Monday, 19 March 2018

Haydn Mackey's 'Jacke of Newberie'



Every once in a while an artist who isn't all that talented manages to excel himself. Exactly how they do this isn't always obvious but with Haydn Reynolds Mackey's linocut Jacke of Newberie my first impression is the print  was by Arthur Rigden Read, albeit Read out on the booze. The colours are right (more or less) and the limited use of colour is right and the print takes Read's gold medal La cite de Carcassonne, with its heraldic shield and lettering as its starting-point. I have to say if it had been by Read, I would have bid without hesitation. As it is,  I decided against, simply because there is something both spurious and irritating about the work of Mackey.
                                                                 

Mackey trained at the Slade School of Art and had the benefit of attending the life-class under Henry Tonks but by and large, Mackey liked to represent heavy horses as much as human beings.
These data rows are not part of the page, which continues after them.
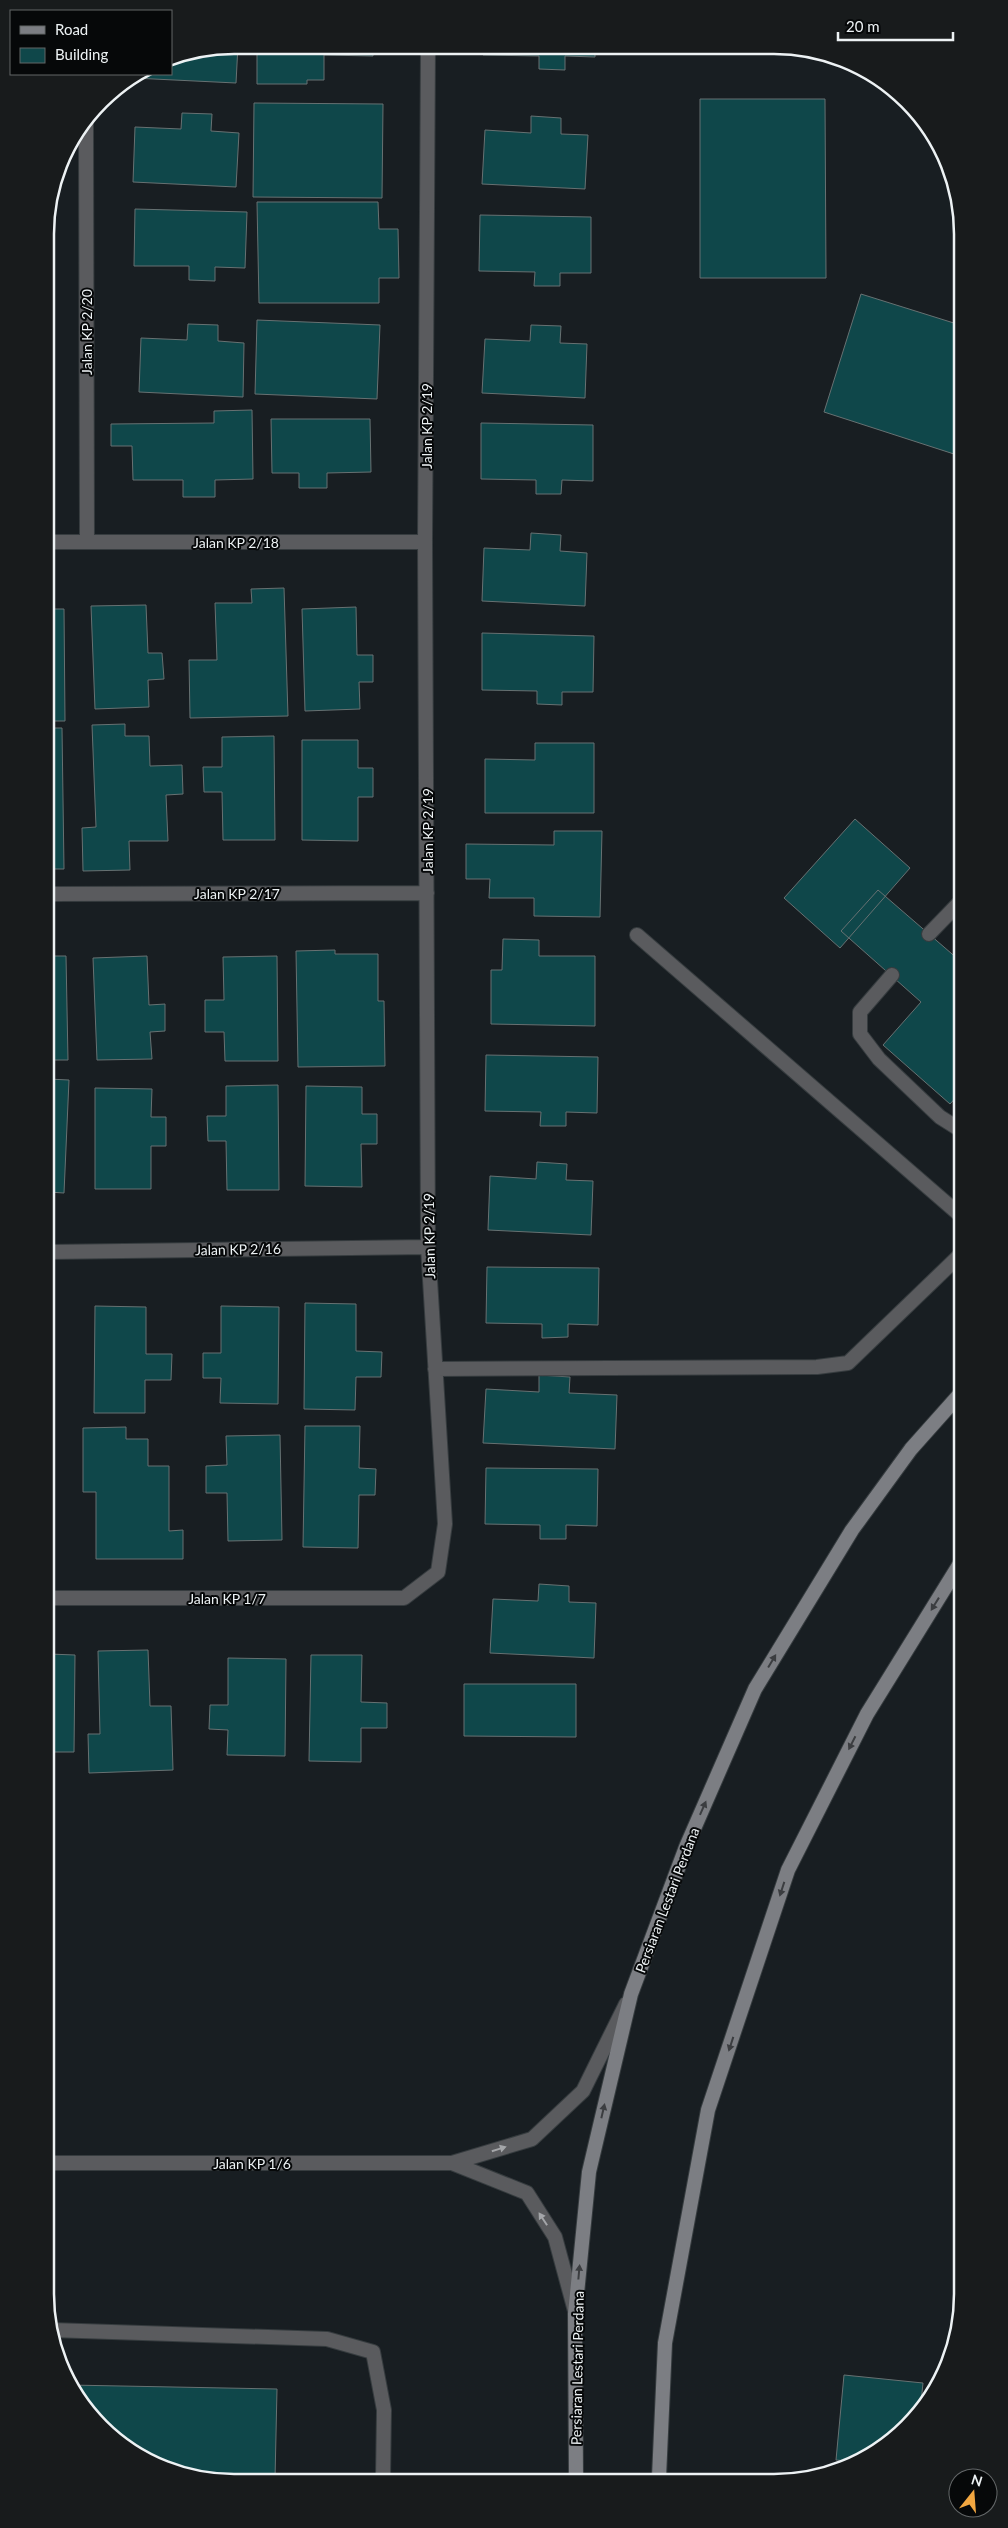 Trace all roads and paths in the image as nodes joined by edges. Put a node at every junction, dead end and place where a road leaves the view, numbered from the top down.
1 (428, 54) edge
2 (86, 131) edge
3 (54, 542) edge
4 (87, 542) junction
5 (425, 542) junction
6 (428, 893) junction
7 (54, 894) edge
8 (954, 908) edge
9 (929, 934) dead end
10 (637, 935) dead end
11 (892, 975) dead end
12 (954, 1126) edge
13 (954, 1210) edge
14 (428, 1247) junction
15 (54, 1252) edge
16 (954, 1261) edge
17 (435, 1369) junction
18 (954, 1401) edge
19 (954, 1572) edge
20 (54, 1598) edge
21 (404, 1598) joint
22 (631, 1994) junction
23 (54, 2163) edge
24 (452, 2163) junction
25 (575, 2314) junction
26 (57, 2330) edge
27 (383, 2474) edge
28 (576, 2474) edge
29 (659, 2474) edge

1 - 5 street, Jalan KP 2/19
2 - 4 street, Jalan KP 2/20
3 - 4 street, Jalan KP 2/18
4 - 5 street, Jalan KP 2/18
5 - 6 street, Jalan KP 2/19
6 - 7 street, Jalan KP 2/17
6 - 14 street, Jalan KP 2/19
8 - 9 street
10 - 13 street
11 - 12 street
14 - 15 street, Jalan KP 2/16
14 - 17 street, Jalan KP 2/19
16 - 17 street
17 - 21 street, Jalan KP 2/19
22 -> 18 main road, Persiaran Lestari Perdana
19 -> 29 main road
20 - 21 street, Jalan KP 1/7
24 -> 22 street, Jalan KP 1/6
25 -> 22 main road, Persiaran Lestari Perdana
23 - 24 street, Jalan KP 1/6
25 -> 24 street, Jalan KP 1/6
25 - 28 main road, Persiaran Lestari Perdana
26 - 27 street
With Jacke of Newberie he was successful because he simply bought together horses and with a sense of character and theatricality and I have to say it worked. I would mind less if  Mackey's prints weren't so manufactured. He didn't use the demanding Japanese manner but added colours in an odd way. Only the keyblock was printed, so you miss the real interest that an original print can have and they end up having more in common with the kind of hand-coloured work made by William Nicholson or the Cuala Press. You have to see it in context and I know very little about Mackey or what relations he had with other printmakers (if there were any). I just thought Jacke of Newberie was well worth a look but whether it was worth spending good money on is another thing.